→ WORK INSTRUCTIONS
Word for word, repeat every entry that appears below.

→ GIVEN DATA
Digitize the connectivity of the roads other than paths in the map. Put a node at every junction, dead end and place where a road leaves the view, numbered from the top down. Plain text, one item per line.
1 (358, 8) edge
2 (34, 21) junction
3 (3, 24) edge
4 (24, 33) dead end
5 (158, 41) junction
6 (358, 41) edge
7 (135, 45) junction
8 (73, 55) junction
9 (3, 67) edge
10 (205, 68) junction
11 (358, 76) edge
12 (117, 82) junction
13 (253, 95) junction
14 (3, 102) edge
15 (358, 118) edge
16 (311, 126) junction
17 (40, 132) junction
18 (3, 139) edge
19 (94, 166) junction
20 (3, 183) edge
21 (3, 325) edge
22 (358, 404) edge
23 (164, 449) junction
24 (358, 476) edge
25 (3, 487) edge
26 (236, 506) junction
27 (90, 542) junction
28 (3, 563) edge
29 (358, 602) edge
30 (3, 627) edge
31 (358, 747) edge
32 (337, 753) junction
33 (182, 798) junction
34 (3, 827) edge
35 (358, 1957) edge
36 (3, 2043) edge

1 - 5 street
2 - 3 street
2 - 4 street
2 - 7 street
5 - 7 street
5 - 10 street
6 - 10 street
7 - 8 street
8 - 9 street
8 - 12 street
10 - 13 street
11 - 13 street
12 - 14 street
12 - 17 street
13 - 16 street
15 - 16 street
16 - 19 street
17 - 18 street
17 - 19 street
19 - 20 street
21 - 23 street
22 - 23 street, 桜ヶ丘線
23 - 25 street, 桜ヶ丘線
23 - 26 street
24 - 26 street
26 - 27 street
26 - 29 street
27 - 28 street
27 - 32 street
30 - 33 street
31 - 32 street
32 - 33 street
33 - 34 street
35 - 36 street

→ ANSWER BOX
Digitize the connectivity of the roads other than paths in the map. Put a node at every junction, dead end and place where a road leaves the view, numbered from the top down. Plain text, one item per line.
1 (358, 8) edge
2 (34, 21) junction
3 (3, 24) edge
4 (24, 33) dead end
5 (158, 41) junction
6 (358, 41) edge
7 (135, 45) junction
8 (73, 55) junction
9 (3, 67) edge
10 (205, 68) junction
11 (358, 76) edge
12 (117, 82) junction
13 (253, 95) junction
14 (3, 102) edge
15 (358, 118) edge
16 (311, 126) junction
17 (40, 132) junction
18 (3, 139) edge
19 (94, 166) junction
20 (3, 183) edge
21 (3, 325) edge
22 (358, 404) edge
23 (164, 449) junction
24 (358, 476) edge
25 (3, 487) edge
26 (236, 506) junction
27 (90, 542) junction
28 (3, 563) edge
29 (358, 602) edge
30 (3, 627) edge
31 (358, 747) edge
32 (337, 753) junction
33 (182, 798) junction
34 (3, 827) edge
35 (358, 1957) edge
36 (3, 2043) edge

1 - 5 street
2 - 3 street
2 - 4 street
2 - 7 street
5 - 7 street
5 - 10 street
6 - 10 street
7 - 8 street
8 - 9 street
8 - 12 street
10 - 13 street
11 - 13 street
12 - 14 street
12 - 17 street
13 - 16 street
15 - 16 street
16 - 19 street
17 - 18 street
17 - 19 street
19 - 20 street
21 - 23 street
22 - 23 street, 桜ヶ丘線
23 - 25 street, 桜ヶ丘線
23 - 26 street
24 - 26 street
26 - 27 street
26 - 29 street
27 - 28 street
27 - 32 street
30 - 33 street
31 - 32 street
32 - 33 street
33 - 34 street
35 - 36 street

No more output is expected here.